FOXBORO — Tom Brady's backside was priority number one for Bill Belichick last night.
And at this stage of the game, with unrestricted free agent Matt Light seeking upwards of $21 million over the next three years to protect Brady at left tackle, leaping at Colorado's Nate Solder at pick No. 17 of the NFL Draft seemed like a sound strategy.
The coach left no doubt about his plans.
"No projecting, he's played left tackle (three straight years for the Buffaloes)," said Belichick. "That will be his position here."

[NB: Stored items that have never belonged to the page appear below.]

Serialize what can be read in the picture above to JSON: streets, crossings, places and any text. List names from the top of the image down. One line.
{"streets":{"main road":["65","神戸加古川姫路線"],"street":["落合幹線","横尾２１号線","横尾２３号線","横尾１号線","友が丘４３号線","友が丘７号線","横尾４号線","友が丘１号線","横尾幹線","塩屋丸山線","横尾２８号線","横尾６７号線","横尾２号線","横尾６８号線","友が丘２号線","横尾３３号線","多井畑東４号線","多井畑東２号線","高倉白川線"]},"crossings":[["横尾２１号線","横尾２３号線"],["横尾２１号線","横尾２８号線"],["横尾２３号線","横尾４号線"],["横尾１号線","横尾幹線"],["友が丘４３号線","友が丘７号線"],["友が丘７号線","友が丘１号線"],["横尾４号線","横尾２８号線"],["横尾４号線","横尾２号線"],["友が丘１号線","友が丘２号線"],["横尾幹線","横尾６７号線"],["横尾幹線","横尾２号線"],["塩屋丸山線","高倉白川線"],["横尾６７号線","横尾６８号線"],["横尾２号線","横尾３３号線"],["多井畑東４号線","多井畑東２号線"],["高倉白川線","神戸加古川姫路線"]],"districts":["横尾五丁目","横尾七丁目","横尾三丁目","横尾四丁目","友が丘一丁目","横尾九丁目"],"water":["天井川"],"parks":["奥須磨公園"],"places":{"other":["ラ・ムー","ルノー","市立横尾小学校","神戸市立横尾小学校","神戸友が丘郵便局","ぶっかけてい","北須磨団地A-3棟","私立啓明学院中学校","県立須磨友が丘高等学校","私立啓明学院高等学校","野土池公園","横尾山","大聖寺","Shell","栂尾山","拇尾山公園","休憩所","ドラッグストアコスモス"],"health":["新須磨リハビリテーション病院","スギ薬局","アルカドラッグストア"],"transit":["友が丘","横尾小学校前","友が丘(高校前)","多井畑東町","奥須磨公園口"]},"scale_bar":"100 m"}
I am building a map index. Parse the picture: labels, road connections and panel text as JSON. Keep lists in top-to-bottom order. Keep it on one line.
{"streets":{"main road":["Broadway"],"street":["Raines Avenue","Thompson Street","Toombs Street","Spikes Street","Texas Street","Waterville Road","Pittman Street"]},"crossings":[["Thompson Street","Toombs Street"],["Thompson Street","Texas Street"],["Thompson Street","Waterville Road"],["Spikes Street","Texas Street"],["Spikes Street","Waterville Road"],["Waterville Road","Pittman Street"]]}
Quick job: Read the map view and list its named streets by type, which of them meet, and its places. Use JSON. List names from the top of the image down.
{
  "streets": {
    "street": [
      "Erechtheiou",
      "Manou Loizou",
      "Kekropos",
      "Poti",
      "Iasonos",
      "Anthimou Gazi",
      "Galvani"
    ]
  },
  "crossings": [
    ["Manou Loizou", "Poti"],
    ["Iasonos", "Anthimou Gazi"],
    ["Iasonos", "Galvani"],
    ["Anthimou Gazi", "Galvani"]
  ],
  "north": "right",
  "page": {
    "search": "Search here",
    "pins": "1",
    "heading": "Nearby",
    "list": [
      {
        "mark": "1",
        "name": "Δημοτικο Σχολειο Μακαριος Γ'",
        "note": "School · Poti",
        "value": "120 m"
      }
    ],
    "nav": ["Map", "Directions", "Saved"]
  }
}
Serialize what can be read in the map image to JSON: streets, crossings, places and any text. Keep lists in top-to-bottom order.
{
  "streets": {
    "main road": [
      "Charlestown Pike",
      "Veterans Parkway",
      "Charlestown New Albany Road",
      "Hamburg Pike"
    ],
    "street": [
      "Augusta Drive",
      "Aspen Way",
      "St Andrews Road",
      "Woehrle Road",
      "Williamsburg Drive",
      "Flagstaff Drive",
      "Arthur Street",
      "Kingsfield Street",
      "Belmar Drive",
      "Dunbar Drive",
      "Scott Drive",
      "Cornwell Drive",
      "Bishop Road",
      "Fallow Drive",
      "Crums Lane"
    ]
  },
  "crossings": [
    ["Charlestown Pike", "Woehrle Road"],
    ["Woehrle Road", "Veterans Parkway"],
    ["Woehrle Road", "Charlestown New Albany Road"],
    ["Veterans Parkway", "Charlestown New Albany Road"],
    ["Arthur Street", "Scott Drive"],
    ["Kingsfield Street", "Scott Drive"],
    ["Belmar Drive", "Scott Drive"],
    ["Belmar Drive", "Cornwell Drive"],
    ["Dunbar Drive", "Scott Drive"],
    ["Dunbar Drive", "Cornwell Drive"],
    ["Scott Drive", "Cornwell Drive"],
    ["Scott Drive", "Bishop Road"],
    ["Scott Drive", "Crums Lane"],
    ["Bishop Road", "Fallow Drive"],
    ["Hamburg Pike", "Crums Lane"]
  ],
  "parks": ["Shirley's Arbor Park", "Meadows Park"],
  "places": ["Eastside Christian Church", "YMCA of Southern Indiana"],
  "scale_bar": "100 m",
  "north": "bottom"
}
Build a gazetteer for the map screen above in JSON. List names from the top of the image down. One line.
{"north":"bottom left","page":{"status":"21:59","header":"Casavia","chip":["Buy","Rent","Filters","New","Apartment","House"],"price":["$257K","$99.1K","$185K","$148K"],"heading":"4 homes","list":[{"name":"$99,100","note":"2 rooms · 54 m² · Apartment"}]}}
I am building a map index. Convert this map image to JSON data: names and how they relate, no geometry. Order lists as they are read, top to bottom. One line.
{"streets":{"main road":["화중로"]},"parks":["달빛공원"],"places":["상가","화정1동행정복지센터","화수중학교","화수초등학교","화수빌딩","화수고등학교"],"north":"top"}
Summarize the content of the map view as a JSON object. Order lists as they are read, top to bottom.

About an hour after selecting Solder, the Pats — with sexy names like Alabama running back Mark Ingram, Clemson defensive end Da'Quan Bowers and UCLA linebacker Akeem Ayers still on the board — dealt pick No. 28 to New Orleans for a first-round pick next year and No. 56 overall this year.
Tonight at 6 p.m. when the draft resumes with Rounds 2-3, New England now owns selections 33, 56, 60, 74 and 92 overall.
At 6-foot-8, 319 pounds, Solder is long, possibly even a little lean but fits the Pats' tackle mold.
A three-sport athlete who was recruited by small Division 1 schools as a basketball player at Buena Vista High School in Colorado, Solder began his Buffaloes career at tight end.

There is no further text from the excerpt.